Career earnings: $190,048,698 Career stats: 14.9 ppg, 4.4 rpg, 6.2 apg and 42.4 FG% in 15 seasons Players drafted right ahead of him: Renaldo Balkman, Rajon Rondo, Marcus Williams and Josh Boone If Kyle Lowry’s 20s had gone like his 30s, he might be a Hall-of-Fame lock, and that’s no exaggeration, as Lowry has six All-Star appearances, one All-NBA 3rd Team and an NBA championship under his belt, all of which have taken place since 2014-15 when the bulldog of a point guard was already 28. Lowry hasn’t come close to reaching the heights of Steve Nash, but he did have a similar late-bloomer career, one that isn’t even appearing to slow down quite yet. This one was a close call with No. 47 pick Paul Millsap, who has four All-Star bids in his own right, but Lowry’s All-NBA appearance and championship run put him over the top. Rajon Rondo, the 21st overall pick that year, was another good candidate to be considered the top steal of the 2006 draft, but Lowry’s longevity was enough to put him ahead of Rondo for that distinction in our eyes. Rondo fell off pretty abruptly by the time he was 30 while Lowry’s peak was only just beginning at the same age.

2007: Marc Gasol (No. 48 pick)

Career earnings: $178,972,465 Career stats: 14.0 ppg, 7.4 rpg, 3.4 apg and 48.1 FG% in 13 seasons Players drafted right ahead of him: Reyshawn Terry, Jared Jordan, Stephane Lasme and Dominic McGuire The Grizzlies took massive heat in 2008 when they traded Pau Gasol to the Lakers for a package that included his younger brother, Marc Gasol. Little did anyone know that the trade would end up working out extremely well for both parties, with Marc becoming a three-time All-Star and 1st Team All-NBA center with Memphis. M. Gasol would go on to win a championship too, like his older brother, but he did so as a member of the Raptors and not with the Grizzlies. Add that to his 2nd Team All-NBA berth, one-time Defensive Player of the Year, and his four gold and three silver medals with the Spanish National Team and you could make the case that the younger Gasol is headed to the same place his older brother is when they retire: the Naismith Hall-of-Fame. Not bad for the 48th overall pick in 2007. Other players who could be considered steals from this class include Joakim Noah (ninth pick), Thaddeus Young (12th) and Jared Dudley (22nd), but this was one of the easier picks of this exercise: Marc Gasol was the steal of the 2007 draft.

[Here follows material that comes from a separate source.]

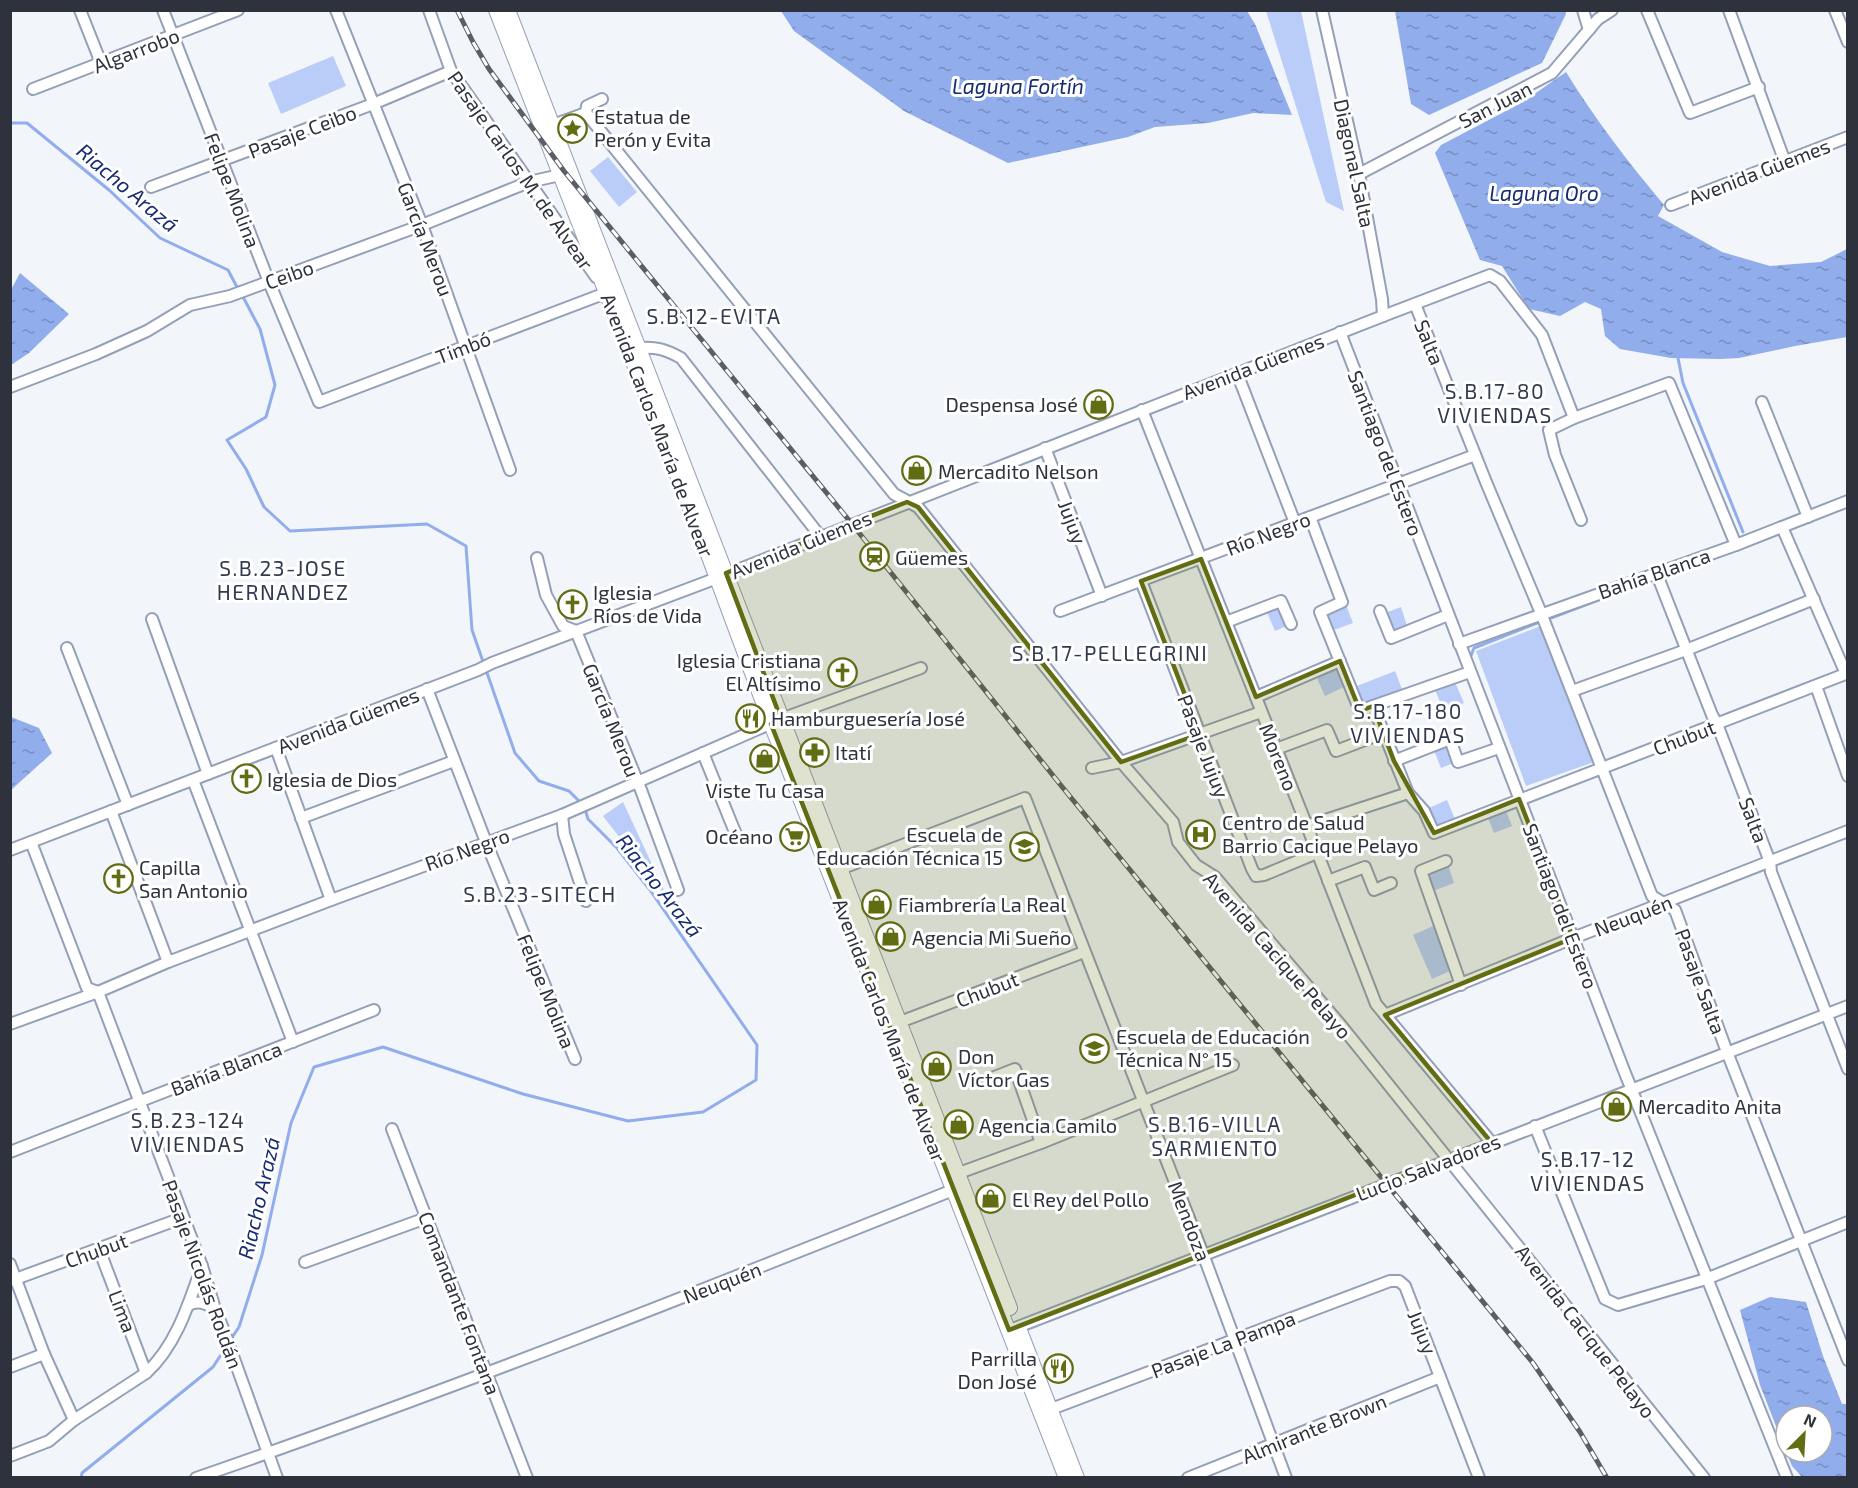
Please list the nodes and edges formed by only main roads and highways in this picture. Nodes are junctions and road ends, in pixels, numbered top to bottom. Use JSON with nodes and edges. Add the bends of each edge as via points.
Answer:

2008: DeAndre Jordan (No. 35 pick)

Career earnings: $149,247,051 Career stats: 9.4 ppg, 10.6 rpg, 1.6 bpg and 67.4 FG% in 13 seasons Players drafted right ahead of him: Nikola Pekovic, Walter Sharpe, Joey Dorsey and Mario Chalmers Despite being taken in the second round, DeAndre Jordan has posted a very impressive career (one that has earned him a whole lot of money), including a 1st Team All-NBA, a 3rd Team All-NBA and one All-Star appearance while leading the league in rebounding twice. Any time you get that many accolades out of a player taken in the mid-30s, it’s quite the steal. The 2008 draft actually had a lot of players who could be considered steals, with guys like Serge Ibaka, Nicolas Batum and Mario Chalmers all taken at No. 24 or later, as well as the player who came closest to unseating Jordan for the biggest steal of 2008, Goran Dragic, who was drafted 45th overall that year. However, while Dragic has the Eurobasket gold medal and MVP award, and 3rd Team All-NBA under his belt, Jordan had more impressive accolades in his NBA career, giving him the nod here.

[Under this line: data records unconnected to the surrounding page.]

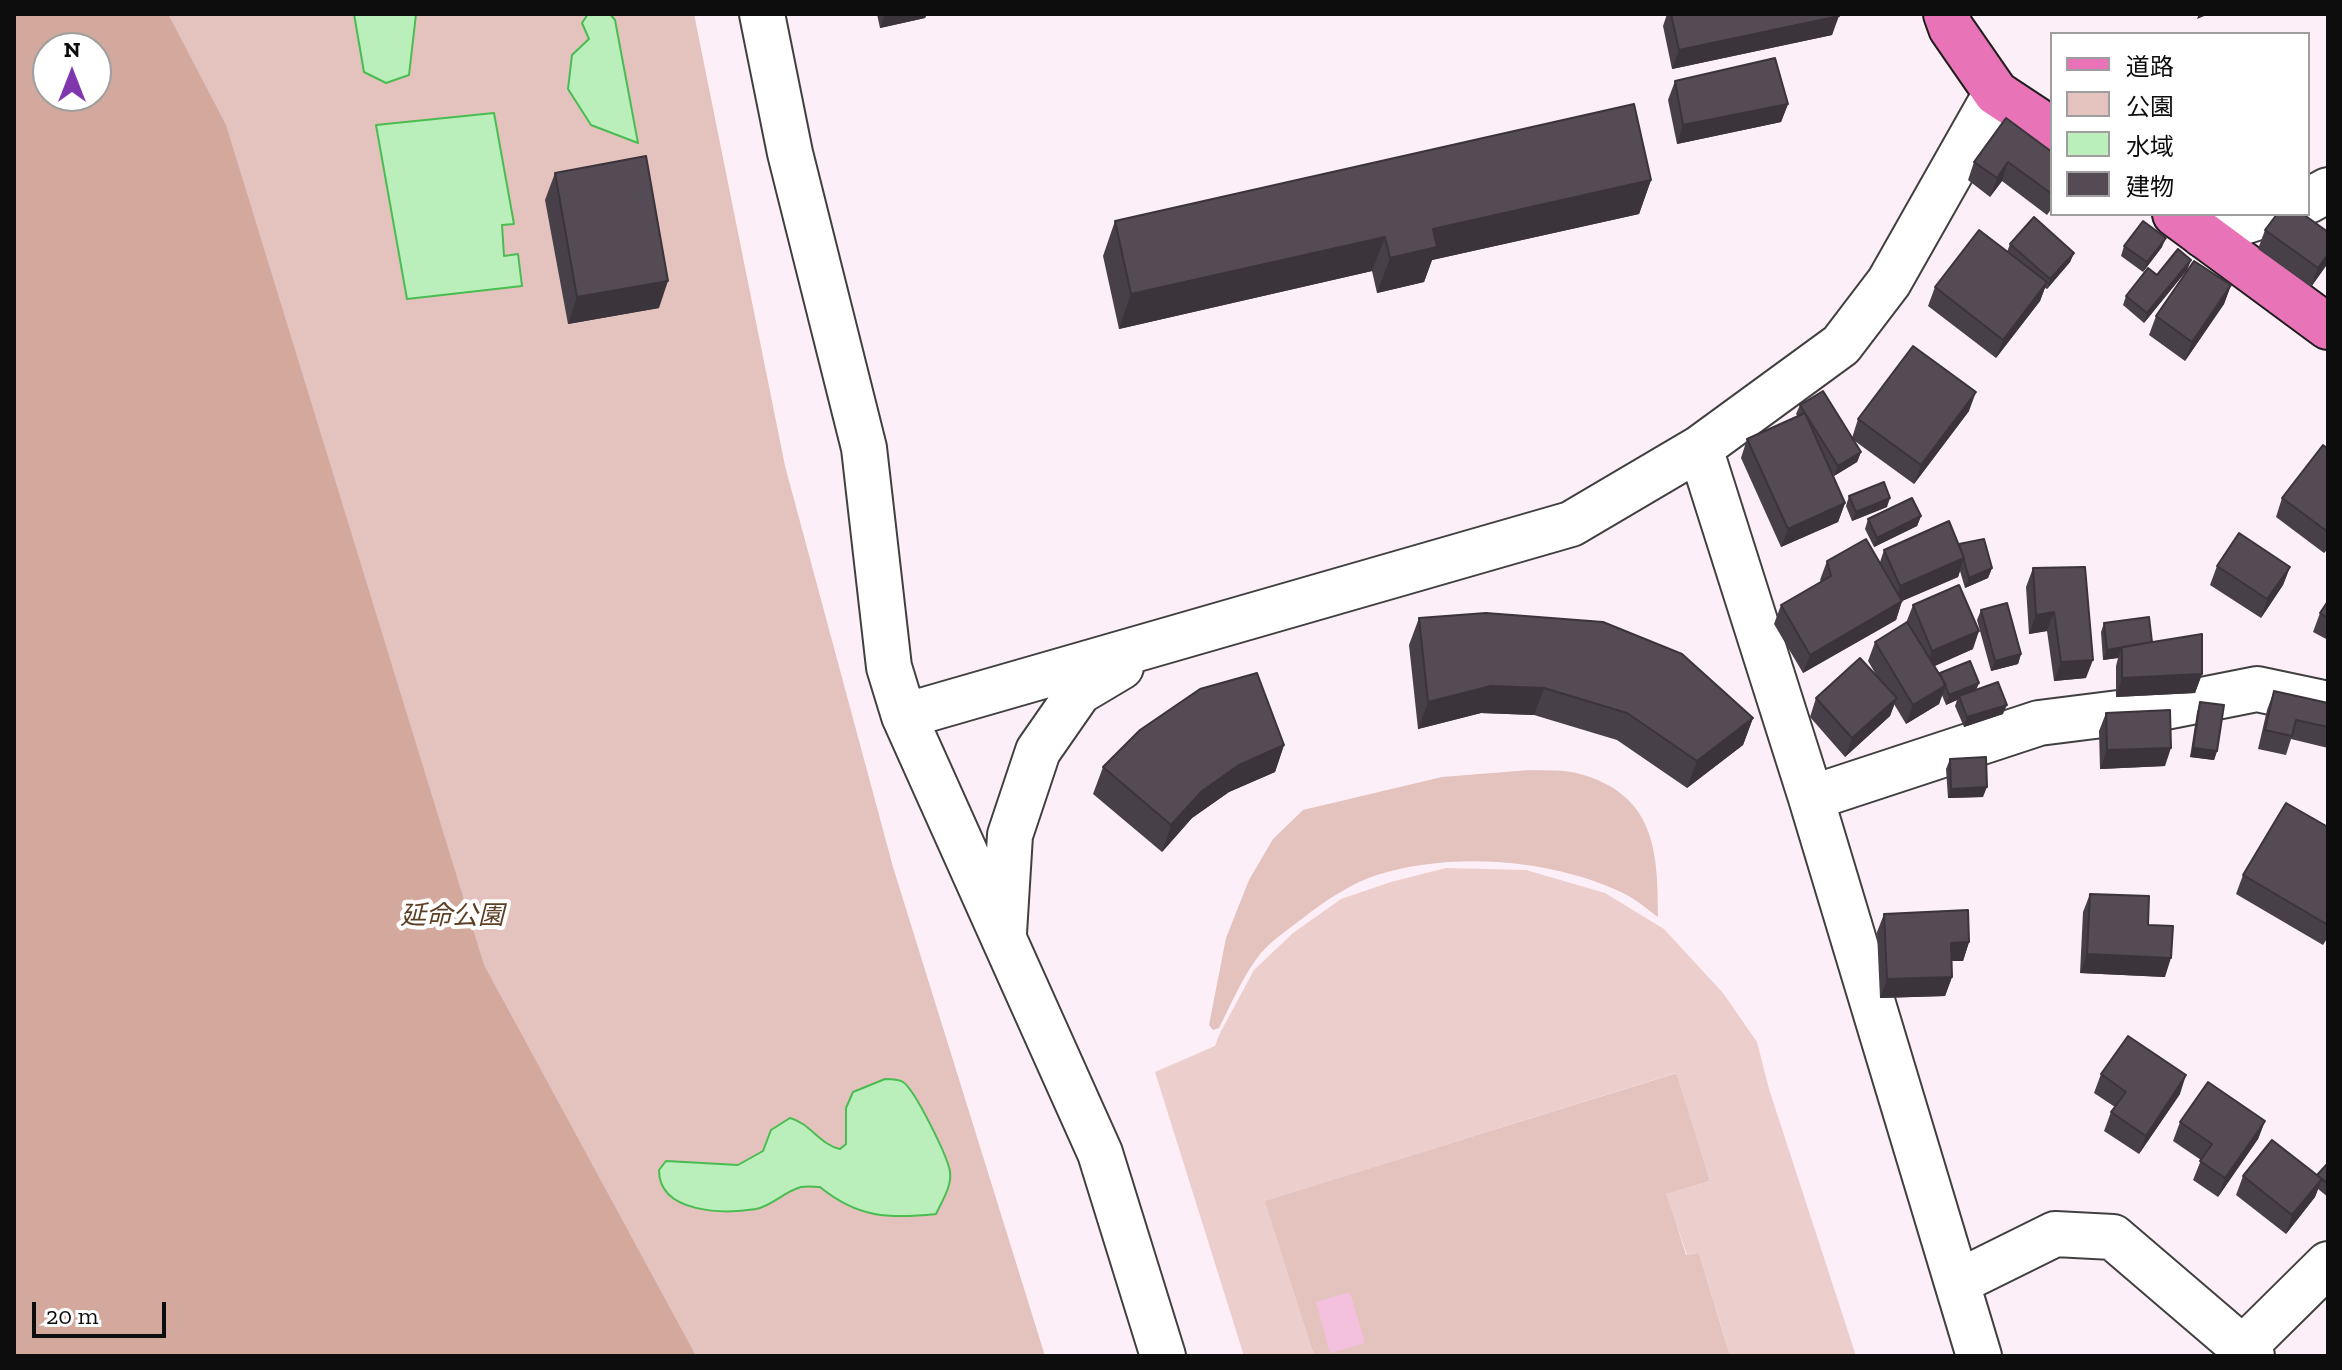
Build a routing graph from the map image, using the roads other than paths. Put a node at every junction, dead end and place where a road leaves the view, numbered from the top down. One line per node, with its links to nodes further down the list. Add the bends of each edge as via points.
1 (762, 14): 13 (street, via 790,153 864,448 889,667)
2 (1946, 14): 3 (main road)
3 (1996, 93): 4 (main road); 10 (street, via 1889,282 1841,345)
4 (2050, 129)
5 (2328, 190): 6 (street)
6 (2310, 200)
7 (2252, 216): 8 (street)
8 (2189, 224): 9 (main road)
9 (2328, 327)
10 (1700, 448): 11 (street, via 1571,524); 14 (street)
11 (1164, 641): 13 (street); 15 (street, via 1079,692 1038,751 1010,835)
12 (2328, 704): 14 (street, via 2257,689 2039,723)
13 (904, 716): 15 (street)
14 (1811, 798): 17 (street)
15 (1004, 938): 19 (street, via 1100,1153)
16 (2328, 1264): 18 (street)
17 (1958, 1282): 18 (street, via 2055,1234 2113,1237); 20 (street)
18 (2247, 1352)
19 (1163, 1356)
20 (1979, 1356)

2009: Stephen Curry (No. 7 pick)

Career earnings: $208,955,382 Career stats: 24.2 ppg, 4.6 rpg, 6.5 apg and 43.3 3PT% in 12 seasons Players drafted right ahead of him: James Harden, Tyreke Evans, Ricky Rubio and Jonny Flynn It’s rare where you can call a player taken in the Top 7 a draft-night steal, but whenever you land an all-time great, a league-altering superstar, a first-ballot Hall-of-Famer and a two-time league MVP outside of the Top 6, you can safely call that selection a steal… especially when two of the players drafted ahead of him hardly had a drink of water in the Association before their NBA careers ended. That’s what the Golden State Warriors were able to get in 2009 when they drafted Stephen Curry No. 7 overall, and the franchise, three championships later, has to be thanking their lucky stars to this day that that draft unfolded the way it did. After all, for the Timberwolves, who badly needed a star ball-handler at the time, to draft not one, but two point guards with the two selections before Curry in Ricky Rubio and Jonny Flynn, is borderline unfathomably lucky for Golden State. Jrue Holiday was another steal from the 2009 class, going 17th overall, but there’s no doubt Curry was the top steal from that year.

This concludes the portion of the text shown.